For an additional fee we could have made our own glass souvenir with expert glassmakers in a workshop, instead we chose to explore the city.
Walking out of the museum, we crossed the Centerway Bridge (also known as the Pedestrian Bridge) spanning the Chemung River and came across a bunch of runners doing the last lap of the Wineglass Marathon.
In a city famous for making glasses, it is only apt that the finishing line sports a “wineglass” banner. Wrapped in foil blankets, the runners shook hands with the organizers as their names were announced. Close by the bridge, free goodies, picnickers, lazy dogs, sellers and buyers made for a merry afternoon scene in and around the Riverfront Centennial Park.
The Wineglass Marathon 2009 in full swing on the Pedestrian Bridge stretching across the Chemung River.
Using stone from a nearby quarry, the Clock Tower was constructed in 1883 and soon became a salient feature of the brick-paved Centerway Square. The clock was a gift from the heirs of the community’s founder, Erastus Corning.
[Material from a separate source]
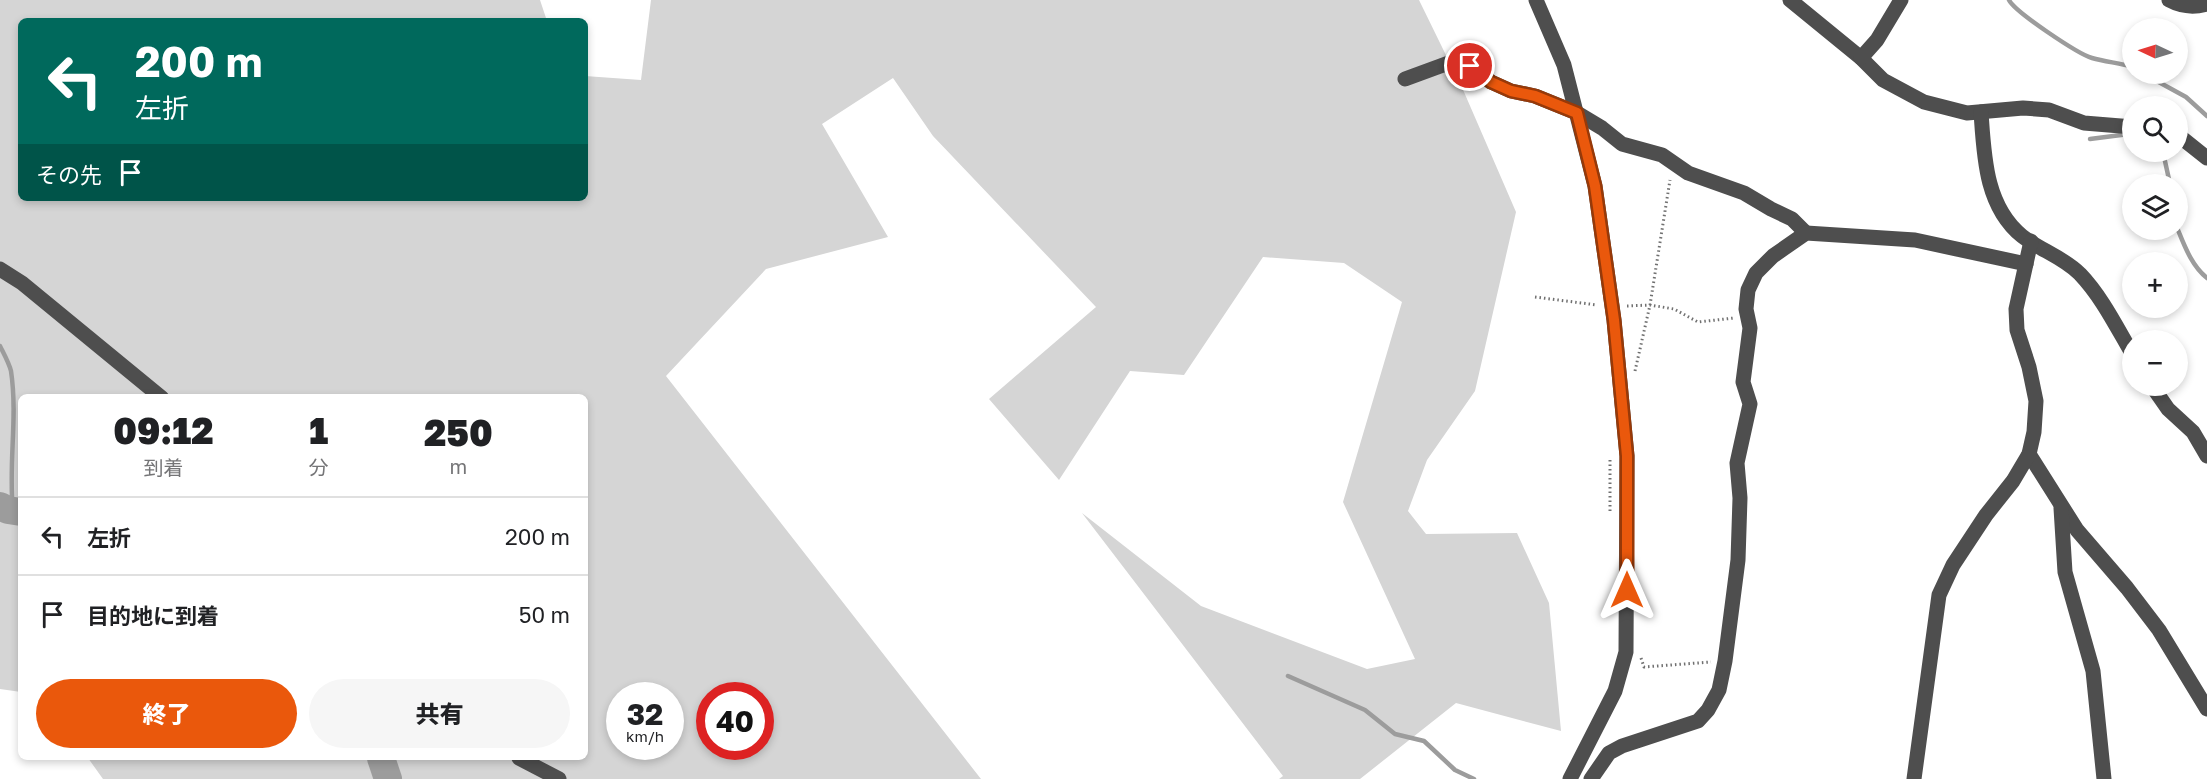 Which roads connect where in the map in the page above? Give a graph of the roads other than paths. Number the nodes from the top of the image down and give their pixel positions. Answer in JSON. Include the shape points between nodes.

Walking across the plaza, we came upon the Historic Market Street, located at the center of Corning’s downtown Gaffer District.
Lined with galleries, art studios, cafes, specialty shops and restaurants, both ends of the Market Street offered plenty in way of food and entertainment. Looking for a place to eat, we set out on a walking tour of Corning.
The air felt brisk as golden-yellow leaves crunched under our feet and Halloween decorations peeped out of shop windows. The marathon runners in their shiny foils and a handful of locals went about their business.
Built in 1883, in memory of Erastus Corning, this Clock Tower is now a city landmark.
We finally decided on a casual eatery called Holmes Plate which had the “Specials of the Day” handwritten in chalk on a blackboard. It’s not surprising that after a world of fancy touch screens, I find something magical about a simple blackboard menu.
Friendly and warm, the place claimed to specialize in the area’s largest selection of craft and micro-brewery beer. Thinking of the long drive that awaited us, we had to skip the beer of course.
Also, being there for just a day, we couldn’t check out all the restaurants. Among them Thali of India, Sorge’s Restaurant and The Gaffer Grille and Tap Room deserve mention. Over the years, these buildings have become an integral part of the downtown landscape.
More than half a decade old, Sorge’s Restaurant was gutted by a fire in December 2008. It will be again opened for business in March 2010.
On that optimistic note, we started walking back to our car, all my initial doubts replaced by happy thoughts of a day spent well. Who knew that geeky could be fun too?